The moment of inertia is generally given by the mass of the object under consideration and the square of the distance from the mass to the axis of rotation. For systems with multiple components of mass, the moment of inertia is given by the sum of all the components of mass times the square of their distances from the axis of rotation.
(1) [math]\displaystyle{ I = m1r⊥1^2 + m2r⊥2^2 + m3r⊥3^2 + m4r⊥4^2 + … }[/math]
or
[math]\displaystyle{ I = ∑ mnr⊥n^2 }[/math]
Knowing the value for the moment of inertia can be vital when trying to deterring the rotational kinetic energy or angular momentum of a system. However, for complex shapes, these values can be difficult to determine.
For example, in a ring, or uniform loop, the center of mass is exactly at the center of the ring, and the moment of inertia can be found by approximating the exterior ring as a single line, akin to a circle. Since the mass is uniform around the ring, and the distance from the mass to the center of rotation, also known as the radius, is the same for the whole object, the masses and displacements in the above equation can be condensed into the expression:
[math]\displaystyle{ I = MR^2 }[/math]
Although a loop is quite possibly the simplest complex shape to model, similarly, for other complex shapes such as a cylinder or rod, a general equation such as this can be derived. An important distinction is that the moment of inertia for a cylinder or rod is especially dependent on the axis of rotation.
In terms of a cylinder, the moment of inertia can be different even if the shape, volume, and mass of the cylinder are the same, given that each cylinder has different axes of revolution.
Calculating the Moment of Inertia for a Rod
Before looking at the cylindrical case, it is necessary to get a background on how the calculation for the moment of inertia of a long, thin rod is derived.
It is assumed that the rod has uniform density, and that the axis of rotation is located at the center of the rod.
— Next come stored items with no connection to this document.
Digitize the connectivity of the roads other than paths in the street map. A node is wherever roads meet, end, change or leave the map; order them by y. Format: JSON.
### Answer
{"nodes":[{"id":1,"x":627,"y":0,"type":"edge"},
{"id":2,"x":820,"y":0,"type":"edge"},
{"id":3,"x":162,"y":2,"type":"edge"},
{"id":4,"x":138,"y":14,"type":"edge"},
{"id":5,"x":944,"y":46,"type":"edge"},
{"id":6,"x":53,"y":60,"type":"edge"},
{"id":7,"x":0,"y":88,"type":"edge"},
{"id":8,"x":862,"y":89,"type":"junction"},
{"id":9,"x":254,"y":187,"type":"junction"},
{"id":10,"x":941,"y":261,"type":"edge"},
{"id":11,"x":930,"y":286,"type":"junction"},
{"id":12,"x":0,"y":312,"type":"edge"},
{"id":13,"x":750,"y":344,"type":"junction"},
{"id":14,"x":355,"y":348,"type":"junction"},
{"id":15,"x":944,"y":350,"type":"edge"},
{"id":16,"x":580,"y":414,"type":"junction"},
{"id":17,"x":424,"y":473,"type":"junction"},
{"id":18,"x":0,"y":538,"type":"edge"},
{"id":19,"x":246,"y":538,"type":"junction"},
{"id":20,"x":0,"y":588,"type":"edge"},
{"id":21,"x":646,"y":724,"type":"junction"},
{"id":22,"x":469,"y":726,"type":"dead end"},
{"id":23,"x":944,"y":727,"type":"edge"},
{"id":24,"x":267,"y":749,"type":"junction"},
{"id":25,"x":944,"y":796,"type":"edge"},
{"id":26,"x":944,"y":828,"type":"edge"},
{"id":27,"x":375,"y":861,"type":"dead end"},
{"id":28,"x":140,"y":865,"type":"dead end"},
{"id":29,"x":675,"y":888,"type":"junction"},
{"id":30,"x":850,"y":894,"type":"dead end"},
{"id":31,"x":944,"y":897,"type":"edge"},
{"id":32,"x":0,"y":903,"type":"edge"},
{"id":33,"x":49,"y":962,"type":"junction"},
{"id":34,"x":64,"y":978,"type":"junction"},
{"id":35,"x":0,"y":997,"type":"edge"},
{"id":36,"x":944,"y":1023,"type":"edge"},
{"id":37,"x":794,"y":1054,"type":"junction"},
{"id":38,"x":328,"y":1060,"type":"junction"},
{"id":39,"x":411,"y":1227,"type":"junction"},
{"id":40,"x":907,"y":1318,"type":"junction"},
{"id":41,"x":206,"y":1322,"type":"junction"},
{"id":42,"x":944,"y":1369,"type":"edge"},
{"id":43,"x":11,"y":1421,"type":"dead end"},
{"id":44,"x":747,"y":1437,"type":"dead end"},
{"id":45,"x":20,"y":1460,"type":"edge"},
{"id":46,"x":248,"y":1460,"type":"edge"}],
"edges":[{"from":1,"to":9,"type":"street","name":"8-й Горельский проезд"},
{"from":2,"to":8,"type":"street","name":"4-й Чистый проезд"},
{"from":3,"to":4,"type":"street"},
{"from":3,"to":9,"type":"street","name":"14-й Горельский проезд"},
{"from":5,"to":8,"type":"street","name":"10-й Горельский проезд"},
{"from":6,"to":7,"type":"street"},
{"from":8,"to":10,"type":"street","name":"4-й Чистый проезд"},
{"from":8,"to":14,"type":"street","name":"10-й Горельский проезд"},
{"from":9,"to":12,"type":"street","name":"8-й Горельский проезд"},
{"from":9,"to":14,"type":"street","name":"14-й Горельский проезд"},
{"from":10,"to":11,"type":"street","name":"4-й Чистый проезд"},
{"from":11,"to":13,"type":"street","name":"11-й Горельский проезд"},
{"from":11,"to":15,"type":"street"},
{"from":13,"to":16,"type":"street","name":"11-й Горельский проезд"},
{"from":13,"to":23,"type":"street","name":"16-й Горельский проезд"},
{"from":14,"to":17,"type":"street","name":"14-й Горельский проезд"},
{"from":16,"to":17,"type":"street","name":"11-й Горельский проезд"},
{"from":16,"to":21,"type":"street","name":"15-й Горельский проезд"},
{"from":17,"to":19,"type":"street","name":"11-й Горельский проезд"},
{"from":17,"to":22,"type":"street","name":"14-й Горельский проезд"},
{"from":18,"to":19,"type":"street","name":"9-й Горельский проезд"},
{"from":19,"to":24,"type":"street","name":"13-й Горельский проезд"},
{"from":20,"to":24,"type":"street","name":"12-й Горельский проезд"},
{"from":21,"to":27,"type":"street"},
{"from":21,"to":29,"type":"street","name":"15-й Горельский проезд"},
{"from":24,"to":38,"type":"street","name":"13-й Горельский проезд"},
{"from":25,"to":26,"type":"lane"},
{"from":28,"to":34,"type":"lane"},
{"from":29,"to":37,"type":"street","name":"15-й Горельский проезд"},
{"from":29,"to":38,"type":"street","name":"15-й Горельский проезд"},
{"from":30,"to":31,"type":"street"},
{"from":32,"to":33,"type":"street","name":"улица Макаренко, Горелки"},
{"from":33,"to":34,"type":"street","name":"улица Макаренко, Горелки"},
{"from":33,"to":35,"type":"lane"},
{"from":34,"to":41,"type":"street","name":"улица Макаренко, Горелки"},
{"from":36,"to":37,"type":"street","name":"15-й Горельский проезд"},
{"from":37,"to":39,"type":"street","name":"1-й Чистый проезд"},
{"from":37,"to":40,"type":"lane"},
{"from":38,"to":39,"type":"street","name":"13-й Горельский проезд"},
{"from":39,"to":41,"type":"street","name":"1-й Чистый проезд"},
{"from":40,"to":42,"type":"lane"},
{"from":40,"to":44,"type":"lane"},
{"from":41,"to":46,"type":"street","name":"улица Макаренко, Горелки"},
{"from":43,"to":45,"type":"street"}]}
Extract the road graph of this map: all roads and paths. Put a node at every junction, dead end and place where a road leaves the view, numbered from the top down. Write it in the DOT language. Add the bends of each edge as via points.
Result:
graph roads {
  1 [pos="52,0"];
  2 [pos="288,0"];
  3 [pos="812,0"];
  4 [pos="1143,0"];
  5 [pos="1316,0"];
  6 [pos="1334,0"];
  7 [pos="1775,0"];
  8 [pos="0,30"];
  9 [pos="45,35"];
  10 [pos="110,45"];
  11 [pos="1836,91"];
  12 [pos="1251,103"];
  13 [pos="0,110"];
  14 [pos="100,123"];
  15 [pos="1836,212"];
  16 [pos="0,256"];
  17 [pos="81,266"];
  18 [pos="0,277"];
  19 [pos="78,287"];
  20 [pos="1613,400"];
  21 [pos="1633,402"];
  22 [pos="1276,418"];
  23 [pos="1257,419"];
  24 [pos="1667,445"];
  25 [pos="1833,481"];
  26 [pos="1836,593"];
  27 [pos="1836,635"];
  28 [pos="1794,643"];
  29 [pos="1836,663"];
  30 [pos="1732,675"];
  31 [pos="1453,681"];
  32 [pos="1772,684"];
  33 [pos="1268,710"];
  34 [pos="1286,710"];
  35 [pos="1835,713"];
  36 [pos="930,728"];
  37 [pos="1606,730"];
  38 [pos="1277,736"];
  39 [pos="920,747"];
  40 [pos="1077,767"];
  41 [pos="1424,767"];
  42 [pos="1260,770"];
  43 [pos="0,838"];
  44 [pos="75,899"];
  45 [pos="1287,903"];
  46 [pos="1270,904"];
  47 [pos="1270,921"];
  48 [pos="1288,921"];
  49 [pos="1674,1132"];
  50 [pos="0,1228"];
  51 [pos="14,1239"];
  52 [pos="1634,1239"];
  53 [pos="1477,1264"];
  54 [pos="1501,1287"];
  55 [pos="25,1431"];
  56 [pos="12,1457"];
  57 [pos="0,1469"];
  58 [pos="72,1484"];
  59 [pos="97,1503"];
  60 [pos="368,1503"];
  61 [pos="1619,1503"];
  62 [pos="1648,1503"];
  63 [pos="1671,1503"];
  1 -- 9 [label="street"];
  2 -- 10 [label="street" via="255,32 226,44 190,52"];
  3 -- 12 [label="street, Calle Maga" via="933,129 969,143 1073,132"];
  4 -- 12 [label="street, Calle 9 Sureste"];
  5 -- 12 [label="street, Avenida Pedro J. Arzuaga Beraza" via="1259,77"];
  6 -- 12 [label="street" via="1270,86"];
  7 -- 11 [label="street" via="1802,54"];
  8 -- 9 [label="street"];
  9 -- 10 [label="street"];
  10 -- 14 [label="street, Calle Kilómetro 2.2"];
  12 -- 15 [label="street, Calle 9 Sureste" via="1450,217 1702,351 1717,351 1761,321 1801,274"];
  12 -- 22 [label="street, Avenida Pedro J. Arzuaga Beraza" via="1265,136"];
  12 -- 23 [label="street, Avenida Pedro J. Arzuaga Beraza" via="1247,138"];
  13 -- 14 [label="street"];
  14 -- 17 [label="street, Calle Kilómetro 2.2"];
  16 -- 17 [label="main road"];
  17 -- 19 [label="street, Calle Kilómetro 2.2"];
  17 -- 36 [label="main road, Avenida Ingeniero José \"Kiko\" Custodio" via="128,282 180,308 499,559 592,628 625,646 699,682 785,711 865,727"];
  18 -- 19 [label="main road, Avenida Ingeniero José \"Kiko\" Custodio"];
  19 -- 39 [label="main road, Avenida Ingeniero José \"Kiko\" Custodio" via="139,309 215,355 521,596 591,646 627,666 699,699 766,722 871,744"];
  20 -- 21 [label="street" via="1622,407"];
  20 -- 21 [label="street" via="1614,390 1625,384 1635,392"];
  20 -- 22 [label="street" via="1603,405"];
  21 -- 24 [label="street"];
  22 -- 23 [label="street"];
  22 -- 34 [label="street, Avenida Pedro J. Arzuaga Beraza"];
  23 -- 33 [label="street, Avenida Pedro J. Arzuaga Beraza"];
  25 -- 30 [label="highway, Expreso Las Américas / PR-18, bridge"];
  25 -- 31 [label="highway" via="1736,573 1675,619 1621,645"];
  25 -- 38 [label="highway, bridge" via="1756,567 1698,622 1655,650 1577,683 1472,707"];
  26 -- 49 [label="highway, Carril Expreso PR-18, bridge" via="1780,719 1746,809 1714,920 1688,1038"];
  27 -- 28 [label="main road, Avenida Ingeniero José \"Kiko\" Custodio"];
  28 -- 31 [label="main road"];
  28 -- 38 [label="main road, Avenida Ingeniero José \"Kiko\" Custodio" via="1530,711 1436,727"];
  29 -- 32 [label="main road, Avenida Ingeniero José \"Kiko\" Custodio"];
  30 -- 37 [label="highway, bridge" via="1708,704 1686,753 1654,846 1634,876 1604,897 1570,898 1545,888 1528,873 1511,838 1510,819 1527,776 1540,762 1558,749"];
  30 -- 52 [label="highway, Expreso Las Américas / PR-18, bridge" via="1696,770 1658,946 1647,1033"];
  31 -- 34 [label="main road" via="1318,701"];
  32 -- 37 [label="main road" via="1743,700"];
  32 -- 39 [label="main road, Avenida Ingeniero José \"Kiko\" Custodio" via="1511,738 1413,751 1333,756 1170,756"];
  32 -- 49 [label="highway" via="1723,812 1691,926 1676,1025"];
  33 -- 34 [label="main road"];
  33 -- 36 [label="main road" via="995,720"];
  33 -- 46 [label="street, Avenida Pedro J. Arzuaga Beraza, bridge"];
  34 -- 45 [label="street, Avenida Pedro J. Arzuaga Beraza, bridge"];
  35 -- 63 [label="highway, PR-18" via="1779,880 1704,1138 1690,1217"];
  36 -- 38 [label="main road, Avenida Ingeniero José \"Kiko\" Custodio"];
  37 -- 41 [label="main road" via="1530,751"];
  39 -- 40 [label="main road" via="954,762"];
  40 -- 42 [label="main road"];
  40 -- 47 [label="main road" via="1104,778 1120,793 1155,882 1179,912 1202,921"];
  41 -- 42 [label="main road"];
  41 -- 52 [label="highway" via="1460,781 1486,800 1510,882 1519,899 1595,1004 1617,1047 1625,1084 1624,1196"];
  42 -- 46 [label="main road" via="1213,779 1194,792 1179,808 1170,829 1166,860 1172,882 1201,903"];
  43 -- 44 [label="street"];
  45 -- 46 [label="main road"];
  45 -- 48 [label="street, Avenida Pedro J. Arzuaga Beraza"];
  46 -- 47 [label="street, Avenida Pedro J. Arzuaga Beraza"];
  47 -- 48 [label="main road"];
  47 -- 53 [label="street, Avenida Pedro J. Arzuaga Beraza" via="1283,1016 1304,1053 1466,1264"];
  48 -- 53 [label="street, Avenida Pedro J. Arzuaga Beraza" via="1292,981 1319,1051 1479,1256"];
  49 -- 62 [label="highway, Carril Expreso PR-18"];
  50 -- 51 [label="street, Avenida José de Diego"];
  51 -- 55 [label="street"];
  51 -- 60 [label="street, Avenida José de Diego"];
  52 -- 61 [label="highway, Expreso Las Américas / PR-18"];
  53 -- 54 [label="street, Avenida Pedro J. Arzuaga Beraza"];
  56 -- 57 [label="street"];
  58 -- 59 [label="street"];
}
In order to evaluate moment of inertia given by equation (1), for all atoms in the rod, it is useful to cut the rod into several segments of equal length. Each length is equivalent to [math]\displaystyle{ ∆x = \frac{L}{N} }[/math] where L is the length of the rod, and N is the number of segments. If the length of the segment is divided by the total length ([math]\displaystyle{ \frac{∆x}{L} }[/math]), then a fraction is produced which can be multiplied by the total mass of the rod to obtain the mass contribution of each segment.
It can be further assumed that the distance of each atom in a segment is roughly the same perpendicular distance away from the center of mass (since the segments are relatively short themselves), and this distance can be denoted by [math]\displaystyle{ r⊥ = xn }[/math].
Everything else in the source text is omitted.